◆ About this exercise
Write the records out once more, exactly as they appear below.
▼▼▼
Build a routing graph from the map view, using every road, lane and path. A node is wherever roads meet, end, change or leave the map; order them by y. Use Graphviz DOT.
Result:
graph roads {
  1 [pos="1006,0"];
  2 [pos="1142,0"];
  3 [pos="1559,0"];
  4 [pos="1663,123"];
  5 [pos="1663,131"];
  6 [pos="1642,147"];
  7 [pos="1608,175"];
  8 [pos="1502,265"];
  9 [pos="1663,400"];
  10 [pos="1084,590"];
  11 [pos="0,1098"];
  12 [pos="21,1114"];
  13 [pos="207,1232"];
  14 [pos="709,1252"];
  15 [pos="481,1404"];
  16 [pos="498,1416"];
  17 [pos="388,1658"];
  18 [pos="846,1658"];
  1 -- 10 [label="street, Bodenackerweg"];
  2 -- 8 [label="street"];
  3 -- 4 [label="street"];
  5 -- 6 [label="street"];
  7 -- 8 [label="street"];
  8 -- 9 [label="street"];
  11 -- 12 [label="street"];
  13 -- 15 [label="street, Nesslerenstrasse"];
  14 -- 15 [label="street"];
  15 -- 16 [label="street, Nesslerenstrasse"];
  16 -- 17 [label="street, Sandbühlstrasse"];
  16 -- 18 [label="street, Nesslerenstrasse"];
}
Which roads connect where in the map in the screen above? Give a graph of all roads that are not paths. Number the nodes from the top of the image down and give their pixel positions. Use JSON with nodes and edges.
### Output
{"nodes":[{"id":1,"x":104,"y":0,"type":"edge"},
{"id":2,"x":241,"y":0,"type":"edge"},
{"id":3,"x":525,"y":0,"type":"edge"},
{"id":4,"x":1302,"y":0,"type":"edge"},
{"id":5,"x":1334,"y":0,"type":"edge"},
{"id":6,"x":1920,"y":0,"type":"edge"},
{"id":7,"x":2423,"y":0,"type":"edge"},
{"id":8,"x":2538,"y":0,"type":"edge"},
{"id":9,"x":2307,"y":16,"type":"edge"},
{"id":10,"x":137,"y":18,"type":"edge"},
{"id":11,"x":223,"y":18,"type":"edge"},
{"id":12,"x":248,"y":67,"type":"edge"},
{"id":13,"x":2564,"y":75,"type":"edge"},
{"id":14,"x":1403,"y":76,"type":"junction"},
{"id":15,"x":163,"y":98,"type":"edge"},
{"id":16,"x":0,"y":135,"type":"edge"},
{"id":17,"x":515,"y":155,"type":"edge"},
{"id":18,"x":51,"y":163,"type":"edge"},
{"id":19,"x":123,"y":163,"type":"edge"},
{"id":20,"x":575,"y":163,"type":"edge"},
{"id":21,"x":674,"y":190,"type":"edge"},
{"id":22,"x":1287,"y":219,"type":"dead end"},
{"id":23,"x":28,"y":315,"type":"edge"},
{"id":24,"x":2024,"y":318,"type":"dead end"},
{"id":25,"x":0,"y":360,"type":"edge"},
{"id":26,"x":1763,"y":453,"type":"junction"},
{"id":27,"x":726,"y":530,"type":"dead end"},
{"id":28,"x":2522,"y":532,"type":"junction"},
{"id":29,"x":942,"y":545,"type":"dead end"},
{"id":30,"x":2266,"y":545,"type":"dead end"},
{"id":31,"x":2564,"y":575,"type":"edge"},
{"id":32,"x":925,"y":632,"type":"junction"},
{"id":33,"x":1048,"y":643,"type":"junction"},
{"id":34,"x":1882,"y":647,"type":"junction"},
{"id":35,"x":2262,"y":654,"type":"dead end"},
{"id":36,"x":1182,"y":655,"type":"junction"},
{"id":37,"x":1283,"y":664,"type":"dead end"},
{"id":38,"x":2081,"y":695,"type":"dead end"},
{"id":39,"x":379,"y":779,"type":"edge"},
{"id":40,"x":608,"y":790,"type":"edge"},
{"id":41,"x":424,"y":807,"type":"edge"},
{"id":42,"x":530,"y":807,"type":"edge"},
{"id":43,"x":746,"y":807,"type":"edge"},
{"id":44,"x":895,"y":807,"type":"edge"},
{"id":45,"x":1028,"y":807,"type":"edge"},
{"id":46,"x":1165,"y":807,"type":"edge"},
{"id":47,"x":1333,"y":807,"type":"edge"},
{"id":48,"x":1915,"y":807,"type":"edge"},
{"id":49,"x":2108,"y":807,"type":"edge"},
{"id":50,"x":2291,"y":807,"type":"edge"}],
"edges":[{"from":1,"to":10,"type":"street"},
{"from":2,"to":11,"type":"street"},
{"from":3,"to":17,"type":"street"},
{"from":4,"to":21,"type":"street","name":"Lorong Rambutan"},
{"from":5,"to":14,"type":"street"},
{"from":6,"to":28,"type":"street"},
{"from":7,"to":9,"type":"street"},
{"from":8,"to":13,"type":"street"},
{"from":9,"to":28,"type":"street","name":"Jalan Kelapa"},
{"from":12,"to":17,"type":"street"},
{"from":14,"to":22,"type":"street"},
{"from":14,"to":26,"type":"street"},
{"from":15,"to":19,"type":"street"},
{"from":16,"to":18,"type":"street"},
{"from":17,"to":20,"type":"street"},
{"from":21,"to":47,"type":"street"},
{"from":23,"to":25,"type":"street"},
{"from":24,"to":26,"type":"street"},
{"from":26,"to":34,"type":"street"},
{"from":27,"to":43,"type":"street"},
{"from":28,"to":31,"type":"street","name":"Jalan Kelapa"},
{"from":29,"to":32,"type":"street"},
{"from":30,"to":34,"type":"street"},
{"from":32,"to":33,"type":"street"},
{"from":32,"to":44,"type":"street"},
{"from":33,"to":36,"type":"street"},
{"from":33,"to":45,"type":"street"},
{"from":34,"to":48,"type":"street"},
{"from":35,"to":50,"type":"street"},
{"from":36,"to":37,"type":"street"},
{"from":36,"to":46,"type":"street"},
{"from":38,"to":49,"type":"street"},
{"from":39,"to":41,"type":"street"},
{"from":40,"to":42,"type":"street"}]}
▲▲▲
◆ Answer box
Build a routing graph from the map view, using every road, lane and path. A node is wherever roads meet, end, change or leave the map; order them by y. Use Graphviz DOT.
Result:
graph roads {
  1 [pos="1006,0"];
  2 [pos="1142,0"];
  3 [pos="1559,0"];
  4 [pos="1663,123"];
  5 [pos="1663,131"];
  6 [pos="1642,147"];
  7 [pos="1608,175"];
  8 [pos="1502,265"];
  9 [pos="1663,400"];
  10 [pos="1084,590"];
  11 [pos="0,1098"];
  12 [pos="21,1114"];
  13 [pos="207,1232"];
  14 [pos="709,1252"];
  15 [pos="481,1404"];
  16 [pos="498,1416"];
  17 [pos="388,1658"];
  18 [pos="846,1658"];
  1 -- 10 [label="street, Bodenackerweg"];
  2 -- 8 [label="street"];
  3 -- 4 [label="street"];
  5 -- 6 [label="street"];
  7 -- 8 [label="street"];
  8 -- 9 [label="street"];
  11 -- 12 [label="street"];
  13 -- 15 [label="street, Nesslerenstrasse"];
  14 -- 15 [label="street"];
  15 -- 16 [label="street, Nesslerenstrasse"];
  16 -- 17 [label="street, Sandbühlstrasse"];
  16 -- 18 [label="street, Nesslerenstrasse"];
}
Which roads connect where in the map in the screen above? Give a graph of all roads that are not paths. Number the nodes from the top of the image down and give their pixel positions. Use JSON with nodes and edges.
### Output
{"nodes":[{"id":1,"x":104,"y":0,"type":"edge"},
{"id":2,"x":241,"y":0,"type":"edge"},
{"id":3,"x":525,"y":0,"type":"edge"},
{"id":4,"x":1302,"y":0,"type":"edge"},
{"id":5,"x":1334,"y":0,"type":"edge"},
{"id":6,"x":1920,"y":0,"type":"edge"},
{"id":7,"x":2423,"y":0,"type":"edge"},
{"id":8,"x":2538,"y":0,"type":"edge"},
{"id":9,"x":2307,"y":16,"type":"edge"},
{"id":10,"x":137,"y":18,"type":"edge"},
{"id":11,"x":223,"y":18,"type":"edge"},
{"id":12,"x":248,"y":67,"type":"edge"},
{"id":13,"x":2564,"y":75,"type":"edge"},
{"id":14,"x":1403,"y":76,"type":"junction"},
{"id":15,"x":163,"y":98,"type":"edge"},
{"id":16,"x":0,"y":135,"type":"edge"},
{"id":17,"x":515,"y":155,"type":"edge"},
{"id":18,"x":51,"y":163,"type":"edge"},
{"id":19,"x":123,"y":163,"type":"edge"},
{"id":20,"x":575,"y":163,"type":"edge"},
{"id":21,"x":674,"y":190,"type":"edge"},
{"id":22,"x":1287,"y":219,"type":"dead end"},
{"id":23,"x":28,"y":315,"type":"edge"},
{"id":24,"x":2024,"y":318,"type":"dead end"},
{"id":25,"x":0,"y":360,"type":"edge"},
{"id":26,"x":1763,"y":453,"type":"junction"},
{"id":27,"x":726,"y":530,"type":"dead end"},
{"id":28,"x":2522,"y":532,"type":"junction"},
{"id":29,"x":942,"y":545,"type":"dead end"},
{"id":30,"x":2266,"y":545,"type":"dead end"},
{"id":31,"x":2564,"y":575,"type":"edge"},
{"id":32,"x":925,"y":632,"type":"junction"},
{"id":33,"x":1048,"y":643,"type":"junction"},
{"id":34,"x":1882,"y":647,"type":"junction"},
{"id":35,"x":2262,"y":654,"type":"dead end"},
{"id":36,"x":1182,"y":655,"type":"junction"},
{"id":37,"x":1283,"y":664,"type":"dead end"},
{"id":38,"x":2081,"y":695,"type":"dead end"},
{"id":39,"x":379,"y":779,"type":"edge"},
{"id":40,"x":608,"y":790,"type":"edge"},
{"id":41,"x":424,"y":807,"type":"edge"},
{"id":42,"x":530,"y":807,"type":"edge"},
{"id":43,"x":746,"y":807,"type":"edge"},
{"id":44,"x":895,"y":807,"type":"edge"},
{"id":45,"x":1028,"y":807,"type":"edge"},
{"id":46,"x":1165,"y":807,"type":"edge"},
{"id":47,"x":1333,"y":807,"type":"edge"},
{"id":48,"x":1915,"y":807,"type":"edge"},
{"id":49,"x":2108,"y":807,"type":"edge"},
{"id":50,"x":2291,"y":807,"type":"edge"}],
"edges":[{"from":1,"to":10,"type":"street"},
{"from":2,"to":11,"type":"street"},
{"from":3,"to":17,"type":"street"},
{"from":4,"to":21,"type":"street","name":"Lorong Rambutan"},
{"from":5,"to":14,"type":"street"},
{"from":6,"to":28,"type":"street"},
{"from":7,"to":9,"type":"street"},
{"from":8,"to":13,"type":"street"},
{"from":9,"to":28,"type":"street","name":"Jalan Kelapa"},
{"from":12,"to":17,"type":"street"},
{"from":14,"to":22,"type":"street"},
{"from":14,"to":26,"type":"street"},
{"from":15,"to":19,"type":"street"},
{"from":16,"to":18,"type":"street"},
{"from":17,"to":20,"type":"street"},
{"from":21,"to":47,"type":"street"},
{"from":23,"to":25,"type":"street"},
{"from":24,"to":26,"type":"street"},
{"from":26,"to":34,"type":"street"},
{"from":27,"to":43,"type":"street"},
{"from":28,"to":31,"type":"street","name":"Jalan Kelapa"},
{"from":29,"to":32,"type":"street"},
{"from":30,"to":34,"type":"street"},
{"from":32,"to":33,"type":"street"},
{"from":32,"to":44,"type":"street"},
{"from":33,"to":36,"type":"street"},
{"from":33,"to":45,"type":"street"},
{"from":34,"to":48,"type":"street"},
{"from":35,"to":50,"type":"street"},
{"from":36,"to":37,"type":"street"},
{"from":36,"to":46,"type":"street"},
{"from":38,"to":49,"type":"street"},
{"from":39,"to":41,"type":"street"},
{"from":40,"to":42,"type":"street"}]}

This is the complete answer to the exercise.